Comme beaucoup, je connais le roman Solaris grâce à la parodie de Mozinor grâce au film de 2002 réalité par Steven Soderbergh avec George Clooney. J’ai vu cette adaptation une seule fois il y a plus de dix ans, je ne me souvenais pas de grand-chose si ce n’est une ambiance basée sur la méfiance, le confinement, l’isolation : quelque chose d’étouffant et de pesant. Et bien, je n’étais pas au bout de mes surprises en commençant le roman Solaris : phénomène de la science-fiction, Solaris est aussi une très belle histoire d’amour.

L’ambiance claustrophobe attaque le lecteur d’office : on accompagne le psychologue Kris Kelvin qui arrive à la station qui gravite autour de Solaris, la magnifique planète Solaris même, car une atmosphère confinée ne rime pas forcément avec prison grise. Abandonné par ses nouveaux collègues paranoïaques et méfiants, le Dr Kelvin a tout le temps de découvrir la station et d’être bercé par les lueurs chimériques de cette mystérieuse planète : Solaris possède deux soleils, un rouge et un bleu, qui alternent et jettent leurs rayons tranchés. Tantôt les pièces sont embrasées par un crépuscule pourpre, tantôt elles sont baignées dans des reflets bleus comme dans les aquariums. Et la magie opère ! Le décor est peu décrit, ce qui compte, c’est l’ambiance et Stanilas Lem a réussi à me charmer entièrement.
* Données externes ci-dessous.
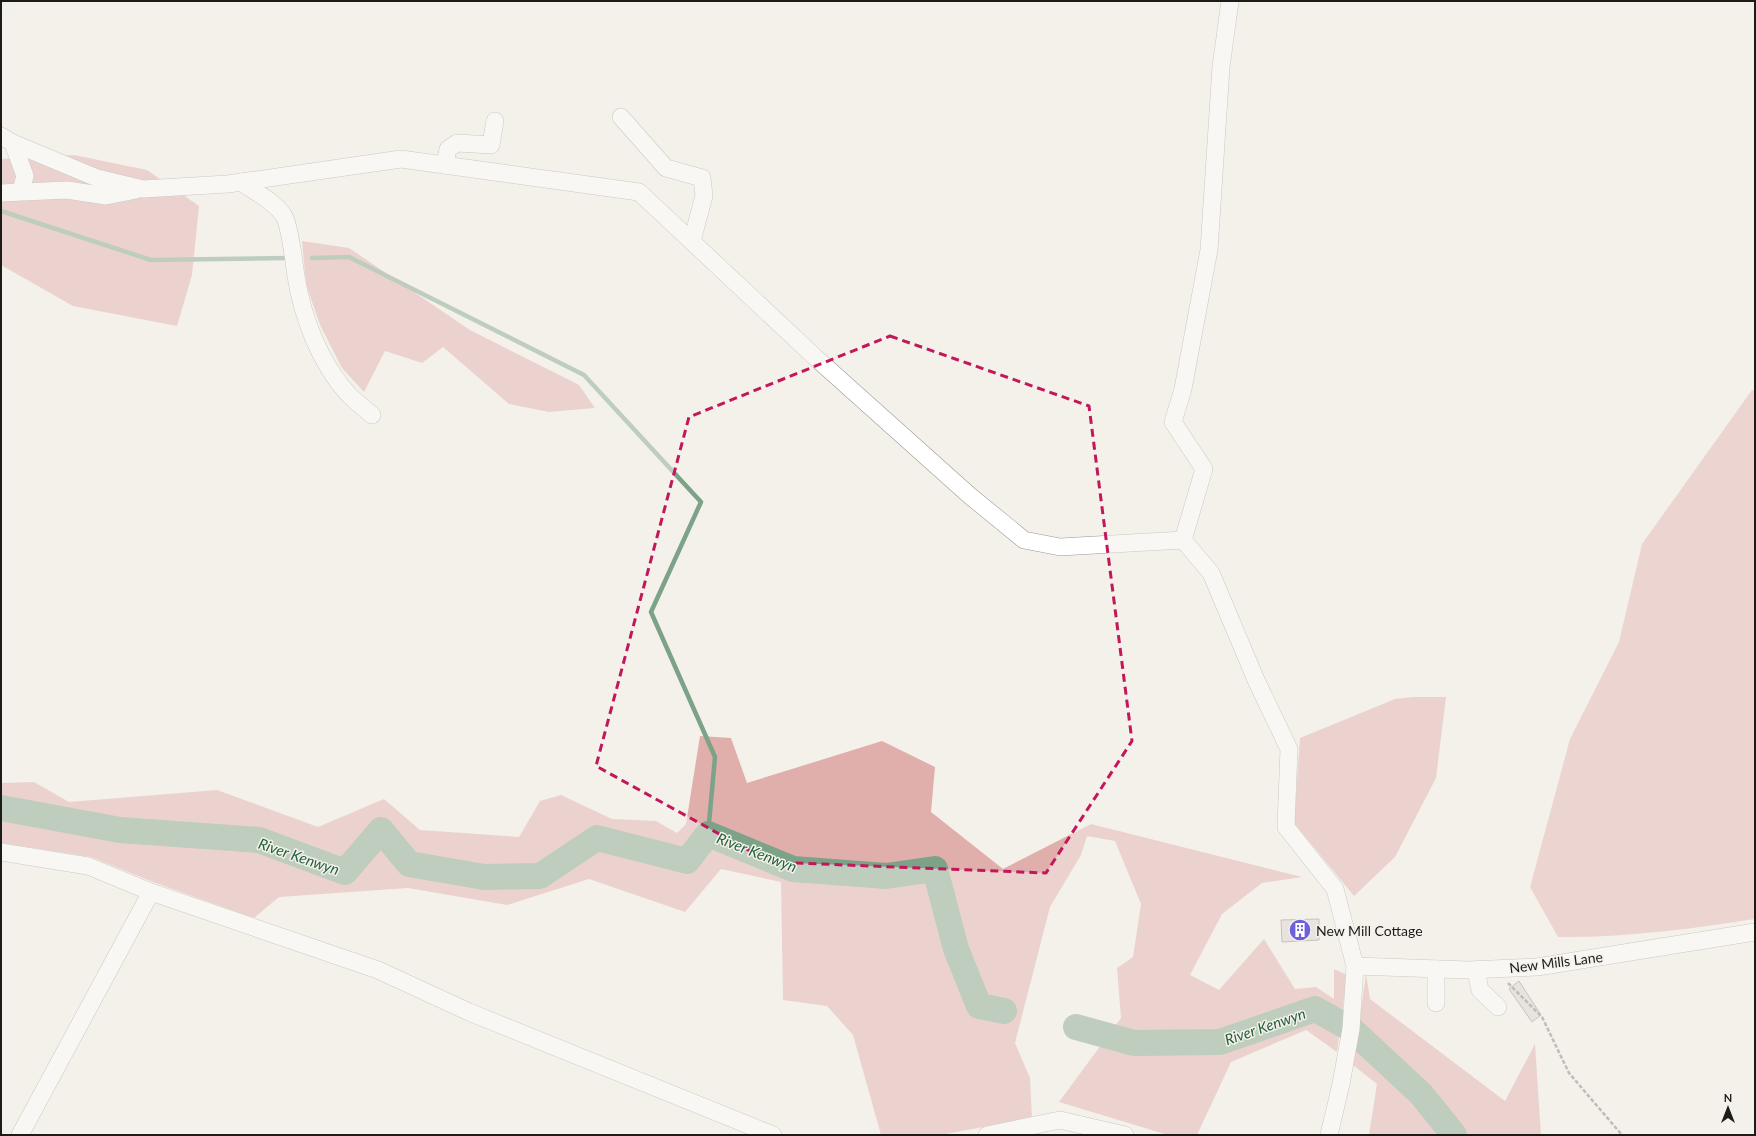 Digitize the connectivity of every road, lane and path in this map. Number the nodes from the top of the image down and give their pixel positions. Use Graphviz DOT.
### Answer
graph roads {
  1 [pos="1230,1"];
  2 [pos="621,117"];
  3 [pos="495,120"];
  4 [pos="7,139"];
  5 [pos="445,165"];
  6 [pos="241,182"];
  7 [pos="143,189"];
  8 [pos="21,191"];
  9 [pos="1,193"];
  10 [pos="692,241"];
  11 [pos="372,415"];
  12 [pos="1183,540"];
  13 [pos="1,852"];
  14 [pos="151,892"];
  15 [pos="1755,932"];
  16 [pos="1355,966"];
  17 [pos="1436,969"];
  18 [pos="1493,969"];
  19 [pos="1476,970"];
  20 [pos="1436,1003"];
  21 [pos="1498,1007"];
  22 [pos="20,1135"];
  23 [pos="773,1135"];
  24 [pos="987,1135"];
  25 [pos="1125,1135"];
  26 [pos="1328,1135"];
  27 [pos="1622,1135"];
  1 -- 12 [label="street"];
  2 -- 10 [label="street"];
  3 -- 5 [label="street"];
  4 -- 7 [label="street"];
  4 -- 8 [label="street"];
  5 -- 6 [label="street"];
  5 -- 10 [label="street"];
  6 -- 7 [label="street"];
  6 -- 11 [label="street"];
  7 -- 8 [label="street"];
  8 -- 9 [label="street"];
  10 -- 12 [label="street"];
  12 -- 16 [label="street"];
  13 -- 14 [label="street"];
  14 -- 22 [label="street"];
  14 -- 23 [label="street"];
  15 -- 18 [label="street, New Mills Lane"];
  16 -- 17 [label="street, New Mills Lane"];
  16 -- 26 [label="street"];
  17 -- 19 [label="street, New Mills Lane"];
  17 -- 20 [label="street"];
  18 -- 19 [label="street, New Mills Lane"];
  18 -- 27 [label="path"];
  19 -- 21 [label="street"];
  24 -- 25 [label="street"];
}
Dans ce cadre un peu mélancolique, la science-fiction s’étend sur beaucoup d’explications scientifiques : pour les néophytes comme moi, c’était assez déstabilisant car il n’y a aucune annotation. On se doute que les hypothèses solaristes sont fictives et impliquent des éléments imaginaires, mais une entrée en matière réellement ludique aurait été appréciable. Ce serait l’un des petits défauts que je pourrais reprocher à Solaris.
Toutefois, on sent un poids écrasant qui aurait plu au penseur Pascal : la petitesse de l’homme face à l’inconnu.
Le genre de SF s’associe à un genre auquel je ne m’attendais pas : la romance, mais une romance réellement humaine et poignante. Le résumé spoil un peu mais ne gâte pas le plaisir car il n’annonce pas comment leur relation va évoluer. Beaucoup de thèmes sont abordés : l’illusion d’amour, la nostalgie, la redécouverte, la dépendance d’un mirage… Une centaine de pages supplémentaires sur leur relation ne m’auraient pas dérangée !
Le duo d’Harey et Kris rejoint mes couples coups de cœur.
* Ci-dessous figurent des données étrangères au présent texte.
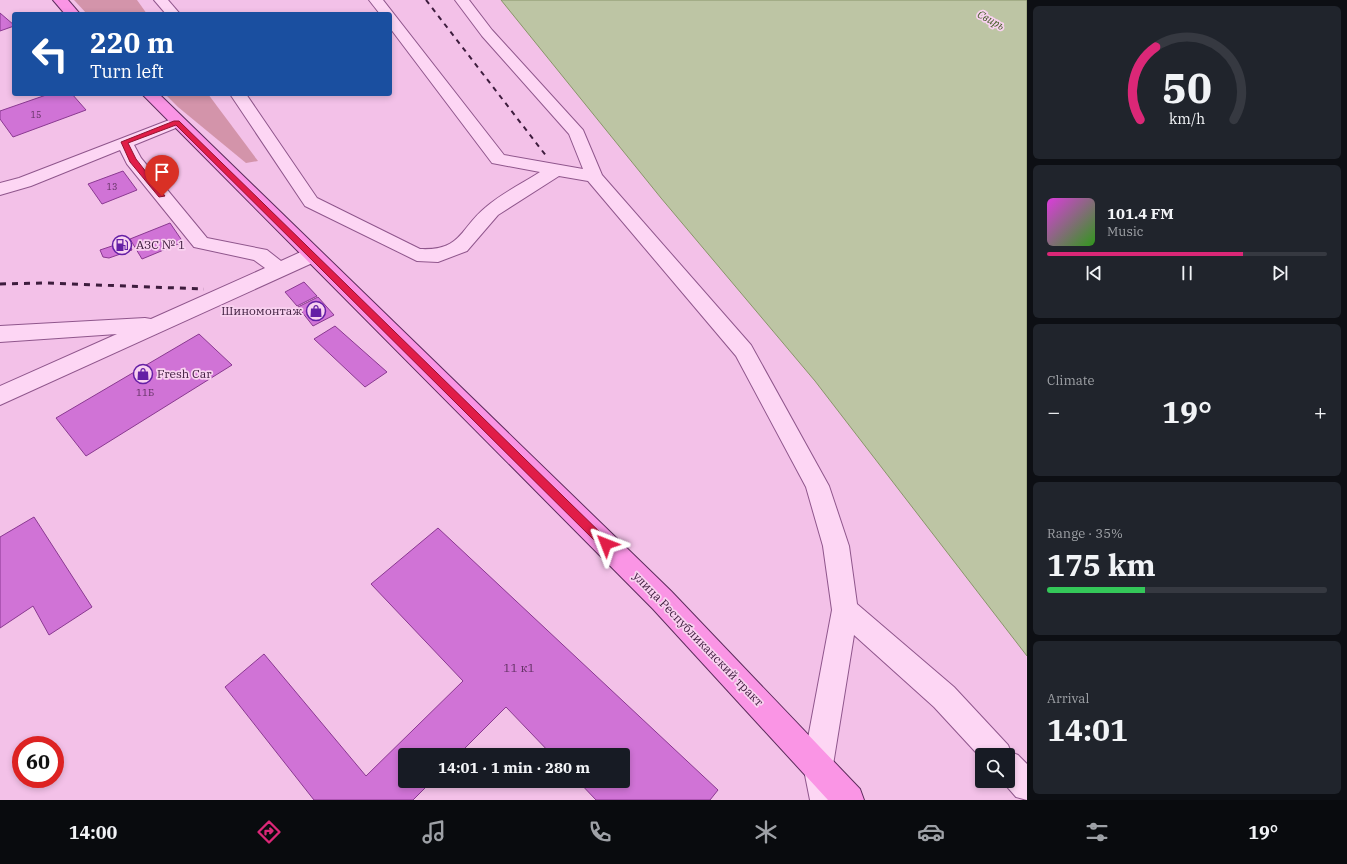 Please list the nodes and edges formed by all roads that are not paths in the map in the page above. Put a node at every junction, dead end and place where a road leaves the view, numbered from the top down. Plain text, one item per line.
1 (60, 0) edge
2 (161, 0) edge
3 (376, 0) edge
4 (462, 0) edge
5 (71, 12) edge
6 (171, 12) edge
7 (385, 12) edge
8 (392, 21) edge
9 (152, 96) edge
10 (239, 96) edge
11 (177, 122) junction
12 (124, 142) junction
13 (556, 170) junction
14 (594, 177) junction
15 (0, 189) edge
16 (312, 255) junction
17 (280, 270) junction
18 (158, 324) junction
19 (0, 334) edge
20 (0, 396) edge
21 (845, 610) junction
22 (992, 748) edge
23 (818, 765) junction
24 (1015, 773) edge
25 (1027, 786) edge
26 (825, 800) edge
27 (849, 800) edge

1 - 5 main road
2 - 6 street
3 - 7 street
4 - 14 street
8 - 13 street
9 - 11 main road, улица Республиканский тракт
10 - 13 street
11 - 12 street
11 - 16 main road, улица Республиканский тракт
12 - 15 street
12 - 17 street
13 - 14 street
14 - 21 street
16 - 17 street
16 - 23 main road, улица Республиканский тракт
17 - 18 street
18 - 19 street
18 - 20 street
21 - 22 street
21 - 23 street
23 - 26 street
23 - 27 main road, улица Республиканский тракт
24 - 25 street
Solaris est donc un magnifique roman où le mystère domine : ne cherchez pas toutes les réponses, laissez-vous juste porter par ces émotions authentiques, cette mélancolie. Peut-être tomberez-vous aussi sous les aurores boréales solaristes et la délicate union entre Harey et Kris.

« Elle bredouilla, le visage au creux de mon épaule :
— Kris… dis-moi ce que je dois faire pour disparaître ! Kris… »
P. 224

En tout cas, un immense merci à mon papa qui m’avait donnée un de ses deux exemplaires ! Je serais passée à côté de cette œuvre je pense, oubliant de le chercher en librairie…
De plus, grâce à la couverture, je peux valider l’idée 118 du challenge des 170 idées :
             Quelques anecdotes sur ce bouquin,
• Un petit mot concernant l’adaptation de 2002 : l’auteur, Stanislas Lem, n’avait pas du tout aimé, reprochant au film de n’avoir pas retranscris ses intentions à travers Solaris. L’adaptation d’Andreï Tarkovski de 1972 est en revanche plus fidèle et est encore cité comme une magnifique adaptation.